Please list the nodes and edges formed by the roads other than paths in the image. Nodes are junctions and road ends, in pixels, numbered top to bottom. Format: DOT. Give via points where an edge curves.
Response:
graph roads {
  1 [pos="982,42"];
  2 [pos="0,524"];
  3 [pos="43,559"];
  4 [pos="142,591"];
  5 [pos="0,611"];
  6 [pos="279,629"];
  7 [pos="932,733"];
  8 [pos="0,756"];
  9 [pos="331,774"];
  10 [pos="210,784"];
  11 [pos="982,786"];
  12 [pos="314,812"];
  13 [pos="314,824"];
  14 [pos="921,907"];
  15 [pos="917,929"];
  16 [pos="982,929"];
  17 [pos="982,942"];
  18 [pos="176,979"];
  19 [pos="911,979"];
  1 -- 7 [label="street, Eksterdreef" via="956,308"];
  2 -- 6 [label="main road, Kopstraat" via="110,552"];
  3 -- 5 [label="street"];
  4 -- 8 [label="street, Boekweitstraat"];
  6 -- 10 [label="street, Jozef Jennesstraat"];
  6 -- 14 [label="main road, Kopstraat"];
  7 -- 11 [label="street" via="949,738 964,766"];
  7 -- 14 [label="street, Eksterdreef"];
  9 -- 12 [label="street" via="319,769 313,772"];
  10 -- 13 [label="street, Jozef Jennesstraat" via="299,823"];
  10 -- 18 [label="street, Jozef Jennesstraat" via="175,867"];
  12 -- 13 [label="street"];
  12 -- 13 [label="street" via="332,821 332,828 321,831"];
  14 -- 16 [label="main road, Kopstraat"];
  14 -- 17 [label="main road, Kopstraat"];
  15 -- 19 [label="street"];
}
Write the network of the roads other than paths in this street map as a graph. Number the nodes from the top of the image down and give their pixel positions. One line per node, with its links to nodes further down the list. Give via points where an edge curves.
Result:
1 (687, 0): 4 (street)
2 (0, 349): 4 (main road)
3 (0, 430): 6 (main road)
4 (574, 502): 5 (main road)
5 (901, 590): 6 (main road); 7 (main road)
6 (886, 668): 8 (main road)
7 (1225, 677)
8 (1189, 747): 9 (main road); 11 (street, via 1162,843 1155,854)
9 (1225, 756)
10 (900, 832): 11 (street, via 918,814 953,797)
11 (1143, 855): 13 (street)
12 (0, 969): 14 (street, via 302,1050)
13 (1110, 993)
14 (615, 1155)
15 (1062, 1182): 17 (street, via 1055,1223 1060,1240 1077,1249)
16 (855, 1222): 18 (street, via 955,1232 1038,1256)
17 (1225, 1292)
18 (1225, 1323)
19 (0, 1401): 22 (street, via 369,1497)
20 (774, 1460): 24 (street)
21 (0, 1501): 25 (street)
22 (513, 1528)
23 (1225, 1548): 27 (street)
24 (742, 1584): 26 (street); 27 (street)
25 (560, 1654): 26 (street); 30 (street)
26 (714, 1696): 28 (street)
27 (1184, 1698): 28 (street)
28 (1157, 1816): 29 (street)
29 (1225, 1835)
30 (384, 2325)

------------------------

§ **Assignment**:
Show every line of the data that includes the string "Give".

§ **Written answer**:
Please list the nodes and edges formed by the roads other than paths in the image. Nodes are junctions and road ends, in pixels, numbered top to bottom. Format: DOT. Give via points where an edge curves.
Write the network of the roads other than paths in this street map as a graph. Number the nodes from the top of the image down and give their pixel positions. One line per node, with its links to nodes further down the list. Give via points where an edge curves.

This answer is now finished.